Tuesday, December 30, 2008


Leonardo da Vinci must have been a lot of laughs.

I read once that he loved to rig up mice and small animals in costumes or tiny kinetic harnesses. Can you imagine a mouse with working wings?

Now just how cute could that be?

Did you know he made automatons and a robot? A Google search will turn up lots of U-tubes of antique models and a museum of Leonardo's models .

He made a life-sized lion that walked into the room, sat on it's hind legs, reared up and his chest opened up to reveal lilies. It delighted the King of France, but it also probably cleared the room.

And speaking of rooms, he figured out a way to make a whole room explode in a ball of fire (without destroying anything--I'm assuming it was minus the furniture at the time).

He atomized a propellant into the sealed room and rigged up a sparking device--probably attached to the door.

Good thing most of the building were stone.

I'd be impressed.

Below: His drawing of an explosion.

Sunday, December 21, 2008

Woo Hoo! Nice New Year's Gift


Let's start the new year right!

Got notice that my photo was accepted for the new Potter's Council calendar.

My pot is the Miss January.

Here's the link to order: www.cafepress.com/potterscouncil/6017452. The calendars are $19.00 and some each. There are two calendars available.

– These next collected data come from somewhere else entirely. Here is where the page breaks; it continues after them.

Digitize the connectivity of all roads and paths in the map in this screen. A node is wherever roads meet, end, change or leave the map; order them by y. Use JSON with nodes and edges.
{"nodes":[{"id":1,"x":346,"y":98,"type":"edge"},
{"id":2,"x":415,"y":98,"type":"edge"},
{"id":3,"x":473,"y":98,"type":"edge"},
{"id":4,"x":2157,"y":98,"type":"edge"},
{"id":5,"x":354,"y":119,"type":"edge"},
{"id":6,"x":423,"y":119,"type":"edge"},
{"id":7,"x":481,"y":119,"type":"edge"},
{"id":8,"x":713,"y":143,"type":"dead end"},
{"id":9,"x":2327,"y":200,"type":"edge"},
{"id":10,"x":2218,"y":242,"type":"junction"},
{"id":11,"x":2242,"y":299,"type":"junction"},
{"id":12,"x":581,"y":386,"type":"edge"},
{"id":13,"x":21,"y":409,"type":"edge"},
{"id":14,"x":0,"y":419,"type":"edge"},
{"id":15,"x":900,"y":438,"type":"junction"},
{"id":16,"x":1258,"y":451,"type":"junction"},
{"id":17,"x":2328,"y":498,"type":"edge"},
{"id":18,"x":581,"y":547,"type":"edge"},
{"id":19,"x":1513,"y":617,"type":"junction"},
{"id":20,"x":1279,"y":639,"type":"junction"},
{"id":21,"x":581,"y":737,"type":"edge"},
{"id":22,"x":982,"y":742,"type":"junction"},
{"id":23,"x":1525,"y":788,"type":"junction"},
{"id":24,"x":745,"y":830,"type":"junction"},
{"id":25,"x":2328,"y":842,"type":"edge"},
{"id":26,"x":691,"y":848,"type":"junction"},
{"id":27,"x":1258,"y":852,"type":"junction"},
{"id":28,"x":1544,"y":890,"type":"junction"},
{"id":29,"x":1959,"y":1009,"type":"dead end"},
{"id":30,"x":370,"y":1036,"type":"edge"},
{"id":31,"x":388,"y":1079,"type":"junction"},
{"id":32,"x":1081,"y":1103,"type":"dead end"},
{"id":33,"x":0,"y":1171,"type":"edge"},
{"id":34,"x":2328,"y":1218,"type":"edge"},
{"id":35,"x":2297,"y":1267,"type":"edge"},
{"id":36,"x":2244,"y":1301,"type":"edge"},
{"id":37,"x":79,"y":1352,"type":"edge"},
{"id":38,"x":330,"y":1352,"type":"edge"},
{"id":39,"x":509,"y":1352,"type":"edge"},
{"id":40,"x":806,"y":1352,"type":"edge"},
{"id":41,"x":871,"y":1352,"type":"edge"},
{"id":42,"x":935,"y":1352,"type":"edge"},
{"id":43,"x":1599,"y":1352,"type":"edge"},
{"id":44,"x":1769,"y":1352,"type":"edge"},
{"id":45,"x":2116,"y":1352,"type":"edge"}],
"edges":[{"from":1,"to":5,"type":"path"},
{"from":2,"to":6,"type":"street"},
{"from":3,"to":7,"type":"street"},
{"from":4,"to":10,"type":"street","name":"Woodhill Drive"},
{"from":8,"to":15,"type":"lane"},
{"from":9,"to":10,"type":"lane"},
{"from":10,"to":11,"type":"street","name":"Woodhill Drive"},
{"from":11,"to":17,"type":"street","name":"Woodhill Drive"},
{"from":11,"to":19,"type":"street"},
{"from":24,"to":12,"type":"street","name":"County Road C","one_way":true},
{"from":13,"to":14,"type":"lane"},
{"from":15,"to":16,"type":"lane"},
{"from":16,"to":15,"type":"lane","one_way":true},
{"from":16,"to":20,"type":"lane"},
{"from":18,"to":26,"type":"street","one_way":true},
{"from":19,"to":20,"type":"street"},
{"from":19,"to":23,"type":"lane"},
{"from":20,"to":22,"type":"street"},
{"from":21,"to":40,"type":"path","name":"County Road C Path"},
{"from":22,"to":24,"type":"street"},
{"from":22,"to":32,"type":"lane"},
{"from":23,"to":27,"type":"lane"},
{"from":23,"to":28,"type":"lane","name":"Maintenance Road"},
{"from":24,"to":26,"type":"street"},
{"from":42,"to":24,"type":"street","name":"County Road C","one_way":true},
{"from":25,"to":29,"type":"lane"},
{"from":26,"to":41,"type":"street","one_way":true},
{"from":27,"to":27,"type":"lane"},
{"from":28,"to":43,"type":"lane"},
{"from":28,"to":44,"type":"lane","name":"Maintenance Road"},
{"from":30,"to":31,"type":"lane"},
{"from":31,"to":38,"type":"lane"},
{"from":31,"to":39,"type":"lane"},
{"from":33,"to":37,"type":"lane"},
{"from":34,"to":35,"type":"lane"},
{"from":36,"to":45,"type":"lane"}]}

The Potter's Council is a group of volunteers that organize and provide professional level workshops in various areas around the country for artists. They also offer discount subscriptions and other benefits through their auspices. You can find their web page at: www.ceramicartsdaily.org/potterscouncil/index.aspx or google potters council. Ceramic Arts Daily is the home of Pottery Illustrated Magazine.

You've seen this pot before. And, true to style, I don't own it anymore. It was sold last year through a gallery and I've let the gallery owner know that it will be published (I still hold the rights to the image.) I want her to let the owner know.

The front cover of the calendar is a masterful job of layout. It's beautifully balanced to move your eye around the images. I learned this lesson from my mom many years ago about how to make images with extensions to point inward; to weight and balance them on the page and how to use color.

Great Job, Potter's Council print people.

Saturday, December 13, 2008

Season's Greetings

We've escaped the ice and snow.

And just in the neck of time, it seems.

Glass for ice; paper stars for snow. I like the trade-off.

Last year, we bought an artificial tree.

I miss the real kind, but it seems more responsible to have the other.

,,,,,,,,,Bought plastic--resulting in encouragement for the manufacture of more plastic.

.........Effect on reduction of live trees cut each year? Probably none, excess trees are cut each year. Would take years to make impact, if at all.

.........So possible reduction of one live tree into landfill for each year of plastic one used ? Iffy.

.........But since we didn't buy a live tree, possible excess of 6/8 live trees added to mulch or organic recycle?

.........Results in a chance of a plus to the environment BUT excess trees must be mulched using machine that either runs on electricity or fuel.

.........Landfill: Addition of one plastic tree in about 6/8 years.)

.........Balance of impact on affecting environment: ??

Message to brain: STOP THINKING!................

We hung a real evergreen wreath on the wall though, just to have the smell in the house.

.........Are we even on the environment thing?

.........Message to brain: SHUT UP!

Anyway, Best Wishes for the Holidays and Good Cheer for the New Year!

Thursday, December 11, 2008

The Influence of the Things We See

It is amazing how we can be influenced by the things you see......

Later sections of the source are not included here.